When you transcribe the data below, reproduce every line exactly and leave each picture out.

DATA FOR THIS TASK:
Start of Block
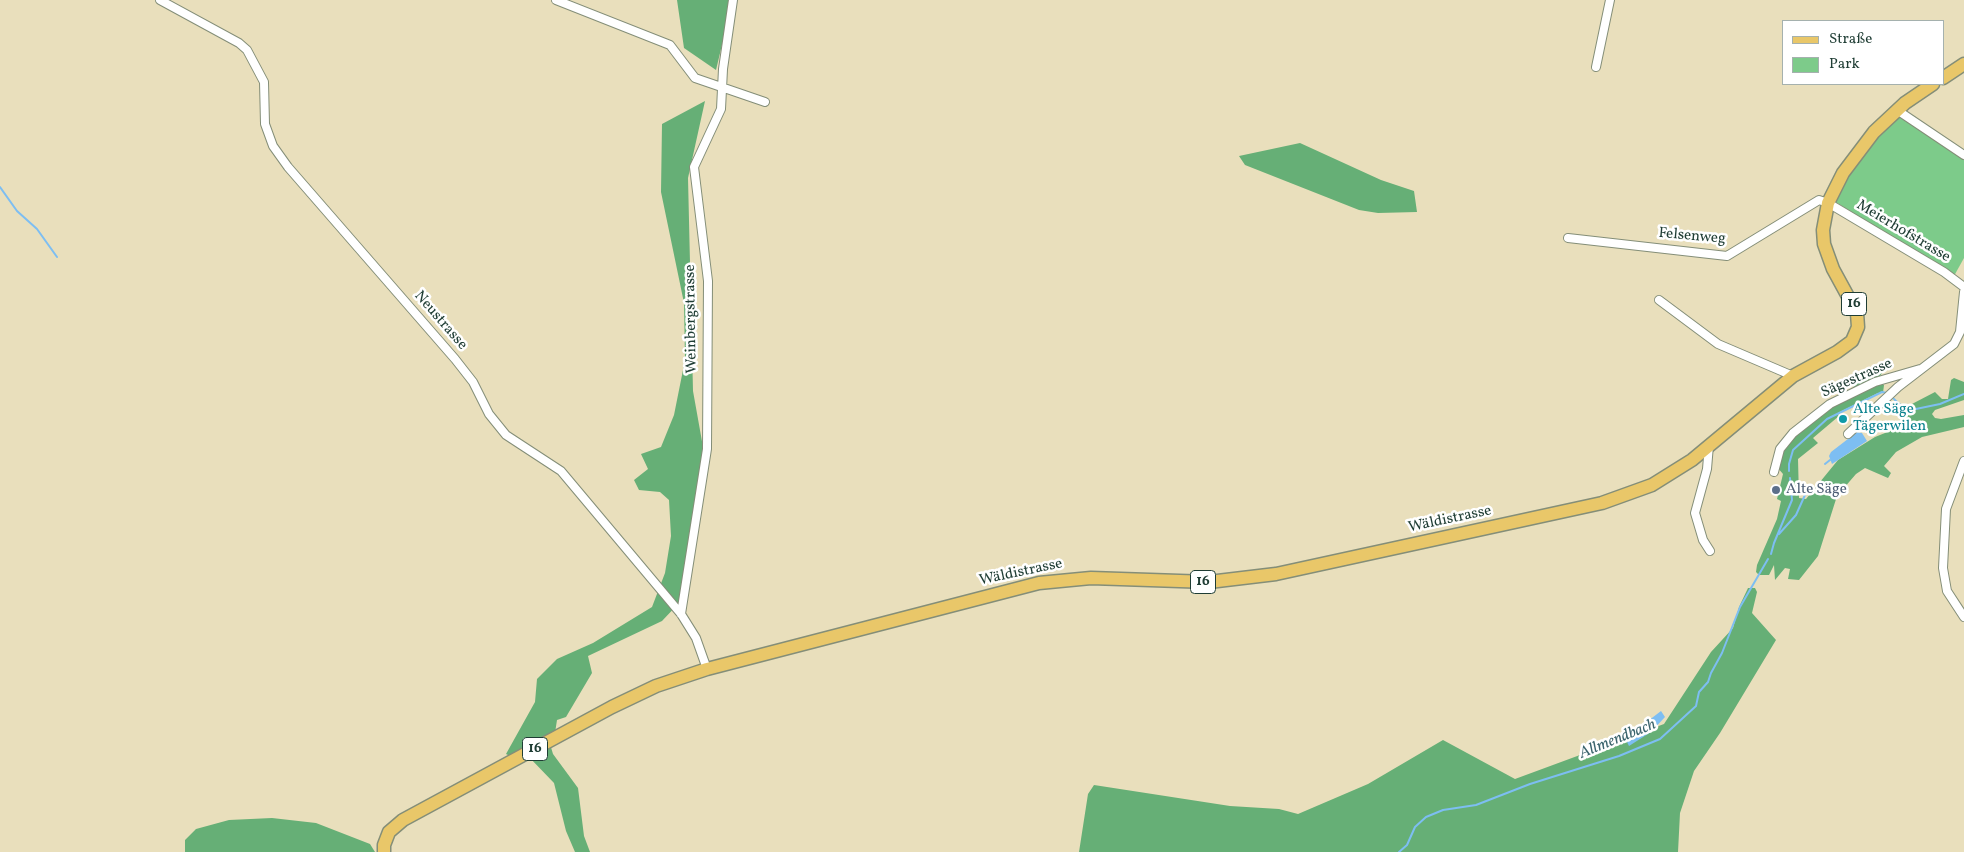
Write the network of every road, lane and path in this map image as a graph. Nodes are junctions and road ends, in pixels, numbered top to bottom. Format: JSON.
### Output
{"nodes":[{"id":1,"x":160,"y":0,"type":"edge"},
{"id":2,"x":556,"y":0,"type":"edge"},
{"id":3,"x":734,"y":0,"type":"edge"},
{"id":4,"x":1610,"y":0,"type":"edge"},
{"id":5,"x":1964,"y":64,"type":"edge"},
{"id":6,"x":1596,"y":67,"type":"dead end"},
{"id":7,"x":1944,"y":77,"type":"edge"},
{"id":8,"x":1932,"y":85,"type":"edge"},
{"id":9,"x":722,"y":87,"type":"junction"},
{"id":10,"x":765,"y":102,"type":"dead end"},
{"id":11,"x":1897,"y":110,"type":"junction"},
{"id":12,"x":1964,"y":155,"type":"edge"},
{"id":13,"x":1828,"y":203,"type":"junction"},
{"id":14,"x":1568,"y":238,"type":"dead end"},
{"id":15,"x":1964,"y":286,"type":"edge"},
{"id":16,"x":1964,"y":292,"type":"edge"},
{"id":17,"x":1659,"y":300,"type":"dead end"},
{"id":18,"x":1924,"y":367,"type":"junction"},
{"id":19,"x":1793,"y":376,"type":"junction"},
{"id":20,"x":1848,"y":434,"type":"dead end"},
{"id":21,"x":1710,"y":445,"type":"junction"},
{"id":22,"x":1964,"y":461,"type":"edge"},
{"id":23,"x":1774,"y":472,"type":"dead end"},
{"id":24,"x":1710,"y":551,"type":"dead end"},
{"id":25,"x":678,"y":611,"type":"junction"},
{"id":26,"x":1964,"y":617,"type":"edge"},
{"id":27,"x":707,"y":669,"type":"junction"},
{"id":28,"x":384,"y":852,"type":"edge"}],
"edges":[{"from":1,"to":25,"type":"street","name":"Neustrasse"},
{"from":2,"to":9,"type":"street"},
{"from":3,"to":9,"type":"street","name":"Weinbergstrasse"},
{"from":4,"to":6,"type":"street"},
{"from":5,"to":7,"type":"main road"},
{"from":8,"to":11,"type":"main road","name":"Wäldistrasse","number":"16"},
{"from":9,"to":10,"type":"street"},
{"from":9,"to":25,"type":"street","name":"Weinbergstrasse"},
{"from":11,"to":12,"type":"street"},
{"from":11,"to":13,"type":"main road","name":"Wäldistrasse","number":"16"},
{"from":13,"to":14,"type":"street","name":"Felsenweg"},
{"from":13,"to":15,"type":"street","name":"Meierhofstrasse"},
{"from":13,"to":19,"type":"main road","name":"Wäldistrasse","number":"16"},
{"from":16,"to":18,"type":"street","name":"Sägestrasse"},
{"from":17,"to":19,"type":"street"},
{"from":18,"to":20,"type":"street","name":"Sägestrasse"},
{"from":18,"to":23,"type":"street","name":"Sägestrasse"},
{"from":19,"to":21,"type":"main road","name":"Wäldistrasse","number":"16"},
{"from":21,"to":24,"type":"street"},
{"from":21,"to":27,"type":"main road","name":"Wäldistrasse","number":"16"},
{"from":22,"to":26,"type":"street"},
{"from":25,"to":27,"type":"street","name":"Neustrasse"},
{"from":27,"to":28,"type":"main road","number":"16"}]}
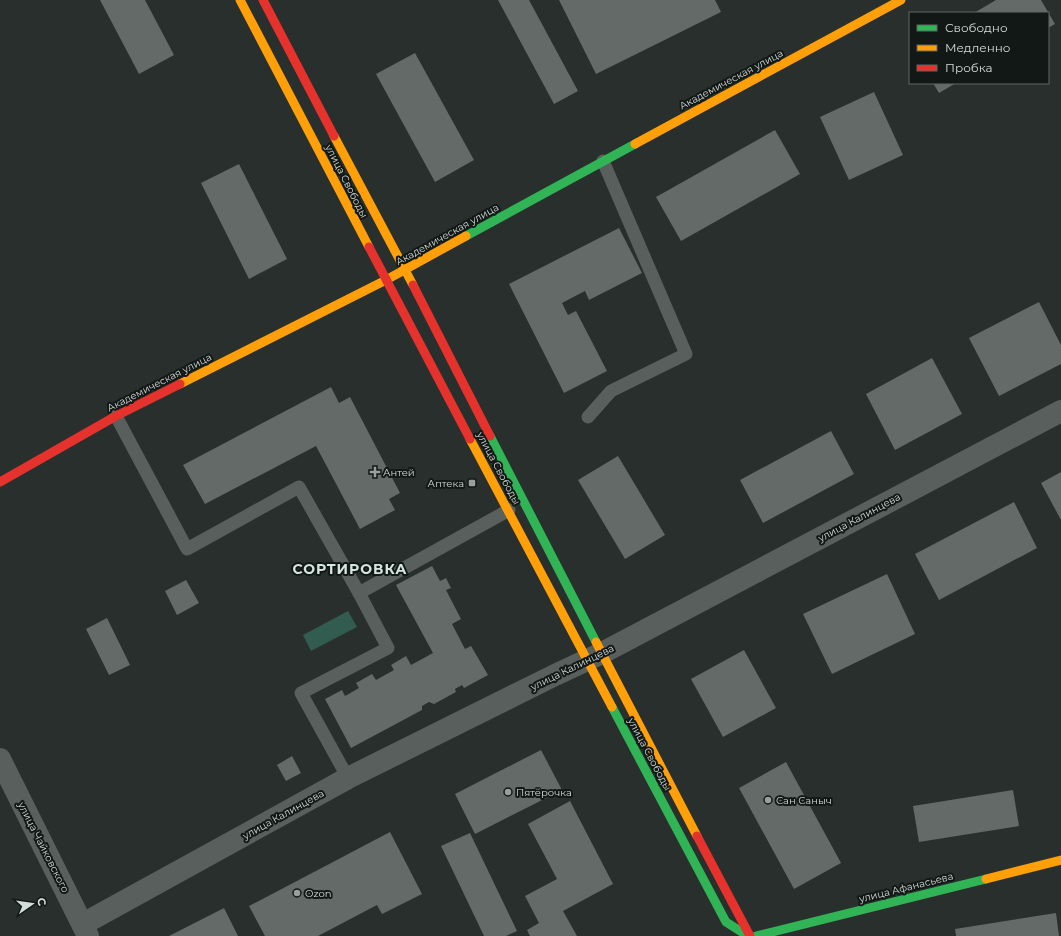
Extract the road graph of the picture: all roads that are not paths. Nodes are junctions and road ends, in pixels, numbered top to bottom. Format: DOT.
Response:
graph roads {
  1 [pos="240,0"];
  2 [pos="263,0"];
  3 [pos="901,0"];
  4 [pos="603,161"];
  5 [pos="405,270"];
  6 [pos="386,280"];
  7 [pos="1061,411"];
  8 [pos="116,416"];
  9 [pos="588,417"];
  10 [pos="0,482"];
  11 [pos="508,510"];
  12 [pos="359,593"];
  13 [pos="594,657"];
  14 [pos="0,759"];
  15 [pos="348,778"];
  16 [pos="1061,860"];
  17 [pos="86,930"];
  18 [pos="749,936"];
  19 [pos="756,936"];
  1 -- 6 [label="main road, улица Свободы"];
  2 -- 5 [label="main road, улица Свободы"];
  3 -- 4 [label="main road, Академическая улица"];
  4 -- 5 [label="main road, Академическая улица"];
  4 -- 9 [label="lane"];
  5 -- 6 [label="main road, Академическая улица"];
  5 -- 13 [label="main road, улица Свободы"];
  6 -- 8 [label="main road, Академическая улица"];
  6 -- 11 [label="main road, улица Свободы"];
  7 -- 13 [label="street, улица Калинцева"];
  8 -- 10 [label="main road, Академическая улица"];
  8 -- 12 [label="lane"];
  11 -- 12 [label="lane"];
  11 -- 13 [label="main road, улица Свободы"];
  12 -- 15 [label="lane"];
  13 -- 15 [label="street, улица Калинцева"];
  13 -- 18 [label="main road, улица Свободы"];
  13 -- 18 [label="main road, улица Свободы"];
  14 -- 17 [label="street, улица Чайковского"];
  15 -- 17 [label="street, улица Калинцева"];
  16 -- 19 [label="main road, улица Афанасьева"];
}
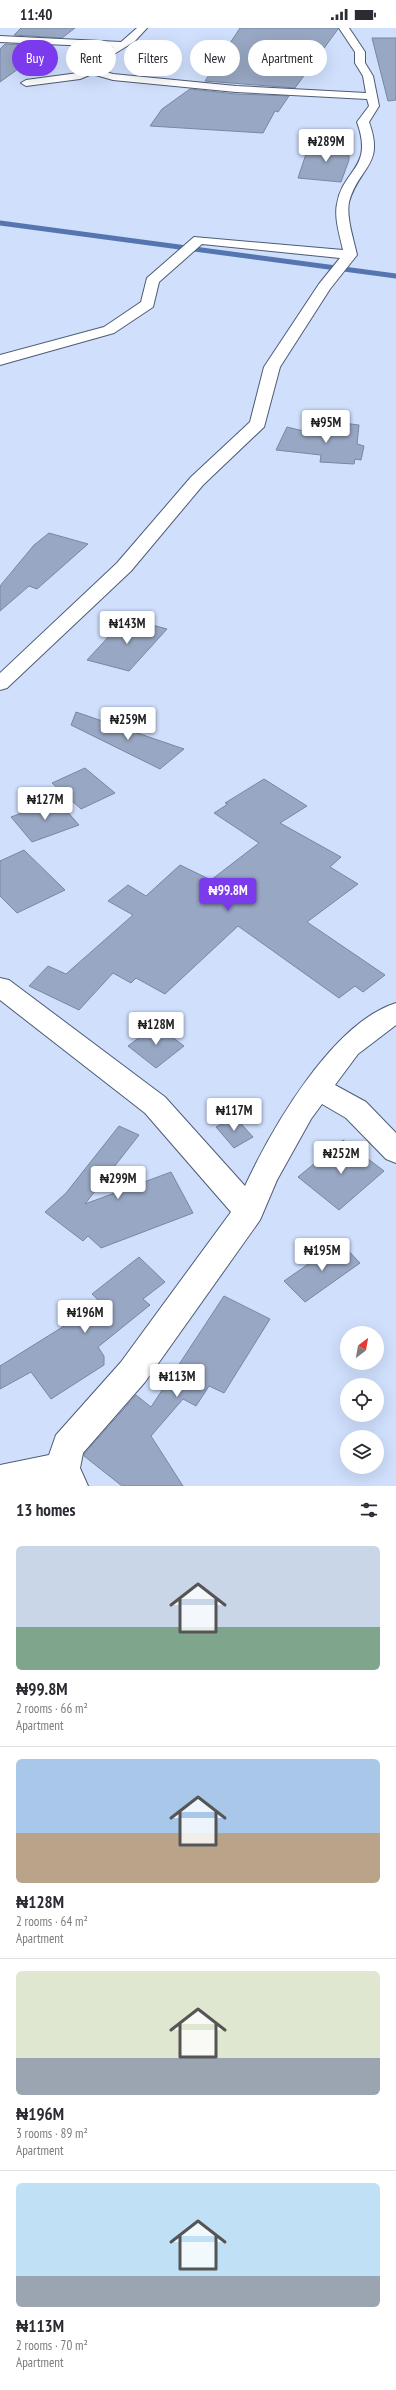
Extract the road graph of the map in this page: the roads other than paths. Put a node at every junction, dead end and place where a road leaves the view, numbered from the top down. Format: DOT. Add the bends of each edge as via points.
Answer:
graph roads {
  1 [pos="142,28"];
  2 [pos="344,28"];
  3 [pos="0,39"];
  4 [pos="122,45"];
  5 [pos="116,49"];
  6 [pos="80,76"];
  7 [pos="109,76"];
  8 [pos="26,82"];
  9 [pos="370,96"];
  10 [pos="350,255"];
  11 [pos="0,360"];
  12 [pos="0,684"];
  13 [pos="0,987"];
  14 [pos="396,1013"];
  15 [pos="318,1089"];
  16 [pos="396,1151"];
  17 [pos="249,1211"];
  18 [pos="67,1477"];
  19 [pos="0,1482"];
  1 -- 4 [label="street"];
  2 -- 9 [label="street" via="360,52 360,63 368,76 372,90"];
  3 -- 4 [label="street"];
  4 -- 5 [label="street"];
  6 -- 8 [label="street"];
  7 -- 9 [label="street" via="236,89"];
  9 -- 10 [label="street" via="374,106 363,122 370,135 370,153 342,204"];
  10 -- 11 [label="street" via="199,240 152,281 148,304 109,330"];
  10 -- 12 [label="street" via="324,286 272,367 258,424 197,480 124,567"];
  13 -- 17 [label="street" via="155,1106"];
  14 -- 15 [label="street" via="378,1023 348,1047"];
  15 -- 16 [label="street" via="356,1110"];
  15 -- 17 [label="street" via="301,1111 264,1177"];
  17 -- 18 [label="street" via="133,1372 68,1446"];
  18 -- 19 [label="street"];
}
End of Block
WRITTEN ANSWER:
Write the network of every road, lane and path in this map image as a graph. Nodes are junctions and road ends, in pixels, numbered top to bottom. Format: JSON.
### Output
{"nodes":[{"id":1,"x":160,"y":0,"type":"edge"},
{"id":2,"x":556,"y":0,"type":"edge"},
{"id":3,"x":734,"y":0,"type":"edge"},
{"id":4,"x":1610,"y":0,"type":"edge"},
{"id":5,"x":1964,"y":64,"type":"edge"},
{"id":6,"x":1596,"y":67,"type":"dead end"},
{"id":7,"x":1944,"y":77,"type":"edge"},
{"id":8,"x":1932,"y":85,"type":"edge"},
{"id":9,"x":722,"y":87,"type":"junction"},
{"id":10,"x":765,"y":102,"type":"dead end"},
{"id":11,"x":1897,"y":110,"type":"junction"},
{"id":12,"x":1964,"y":155,"type":"edge"},
{"id":13,"x":1828,"y":203,"type":"junction"},
{"id":14,"x":1568,"y":238,"type":"dead end"},
{"id":15,"x":1964,"y":286,"type":"edge"},
{"id":16,"x":1964,"y":292,"type":"edge"},
{"id":17,"x":1659,"y":300,"type":"dead end"},
{"id":18,"x":1924,"y":367,"type":"junction"},
{"id":19,"x":1793,"y":376,"type":"junction"},
{"id":20,"x":1848,"y":434,"type":"dead end"},
{"id":21,"x":1710,"y":445,"type":"junction"},
{"id":22,"x":1964,"y":461,"type":"edge"},
{"id":23,"x":1774,"y":472,"type":"dead end"},
{"id":24,"x":1710,"y":551,"type":"dead end"},
{"id":25,"x":678,"y":611,"type":"junction"},
{"id":26,"x":1964,"y":617,"type":"edge"},
{"id":27,"x":707,"y":669,"type":"junction"},
{"id":28,"x":384,"y":852,"type":"edge"}],
"edges":[{"from":1,"to":25,"type":"street","name":"Neustrasse"},
{"from":2,"to":9,"type":"street"},
{"from":3,"to":9,"type":"street","name":"Weinbergstrasse"},
{"from":4,"to":6,"type":"street"},
{"from":5,"to":7,"type":"main road"},
{"from":8,"to":11,"type":"main road","name":"Wäldistrasse","number":"16"},
{"from":9,"to":10,"type":"street"},
{"from":9,"to":25,"type":"street","name":"Weinbergstrasse"},
{"from":11,"to":12,"type":"street"},
{"from":11,"to":13,"type":"main road","name":"Wäldistrasse","number":"16"},
{"from":13,"to":14,"type":"street","name":"Felsenweg"},
{"from":13,"to":15,"type":"street","name":"Meierhofstrasse"},
{"from":13,"to":19,"type":"main road","name":"Wäldistrasse","number":"16"},
{"from":16,"to":18,"type":"street","name":"Sägestrasse"},
{"from":17,"to":19,"type":"street"},
{"from":18,"to":20,"type":"street","name":"Sägestrasse"},
{"from":18,"to":23,"type":"street","name":"Sägestrasse"},
{"from":19,"to":21,"type":"main road","name":"Wäldistrasse","number":"16"},
{"from":21,"to":24,"type":"street"},
{"from":21,"to":27,"type":"main road","name":"Wäldistrasse","number":"16"},
{"from":22,"to":26,"type":"street"},
{"from":25,"to":27,"type":"street","name":"Neustrasse"},
{"from":27,"to":28,"type":"main road","number":"16"}]}
Extract the road graph of the picture: all roads that are not paths. Nodes are junctions and road ends, in pixels, numbered top to bottom. Format: DOT.
Response:
graph roads {
  1 [pos="240,0"];
  2 [pos="263,0"];
  3 [pos="901,0"];
  4 [pos="603,161"];
  5 [pos="405,270"];
  6 [pos="386,280"];
  7 [pos="1061,411"];
  8 [pos="116,416"];
  9 [pos="588,417"];
  10 [pos="0,482"];
  11 [pos="508,510"];
  12 [pos="359,593"];
  13 [pos="594,657"];
  14 [pos="0,759"];
  15 [pos="348,778"];
  16 [pos="1061,860"];
  17 [pos="86,930"];
  18 [pos="749,936"];
  19 [pos="756,936"];
  1 -- 6 [label="main road, улица Свободы"];
  2 -- 5 [label="main road, улица Свободы"];
  3 -- 4 [label="main road, Академическая улица"];
  4 -- 5 [label="main road, Академическая улица"];
  4 -- 9 [label="lane"];
  5 -- 6 [label="main road, Академическая улица"];
  5 -- 13 [label="main road, улица Свободы"];
  6 -- 8 [label="main road, Академическая улица"];
  6 -- 11 [label="main road, улица Свободы"];
  7 -- 13 [label="street, улица Калинцева"];
  8 -- 10 [label="main road, Академическая улица"];
  8 -- 12 [label="lane"];
  11 -- 12 [label="lane"];
  11 -- 13 [label="main road, улица Свободы"];
  12 -- 15 [label="lane"];
  13 -- 15 [label="street, улица Калинцева"];
  13 -- 18 [label="main road, улица Свободы"];
  13 -- 18 [label="main road, улица Свободы"];
  14 -- 17 [label="street, улица Чайковского"];
  15 -- 17 [label="street, улица Калинцева"];
  16 -- 19 [label="main road, улица Афанасьева"];
}
Extract the road graph of the map in this page: the roads other than paths. Put a node at every junction, dead end and place where a road leaves the view, numbered from the top down. Format: DOT. Add the bends of each edge as via points.
Answer:
graph roads {
  1 [pos="142,28"];
  2 [pos="344,28"];
  3 [pos="0,39"];
  4 [pos="122,45"];
  5 [pos="116,49"];
  6 [pos="80,76"];
  7 [pos="109,76"];
  8 [pos="26,82"];
  9 [pos="370,96"];
  10 [pos="350,255"];
  11 [pos="0,360"];
  12 [pos="0,684"];
  13 [pos="0,987"];
  14 [pos="396,1013"];
  15 [pos="318,1089"];
  16 [pos="396,1151"];
  17 [pos="249,1211"];
  18 [pos="67,1477"];
  19 [pos="0,1482"];
  1 -- 4 [label="street"];
  2 -- 9 [label="street" via="360,52 360,63 368,76 372,90"];
  3 -- 4 [label="street"];
  4 -- 5 [label="street"];
  6 -- 8 [label="street"];
  7 -- 9 [label="street" via="236,89"];
  9 -- 10 [label="street" via="374,106 363,122 370,135 370,153 342,204"];
  10 -- 11 [label="street" via="199,240 152,281 148,304 109,330"];
  10 -- 12 [label="street" via="324,286 272,367 258,424 197,480 124,567"];
  13 -- 17 [label="street" via="155,1106"];
  14 -- 15 [label="street" via="378,1023 348,1047"];
  15 -- 16 [label="street" via="356,1110"];
  15 -- 17 [label="street" via="301,1111 264,1177"];
  17 -- 18 [label="street" via="133,1372 68,1446"];
  18 -- 19 [label="street"];
}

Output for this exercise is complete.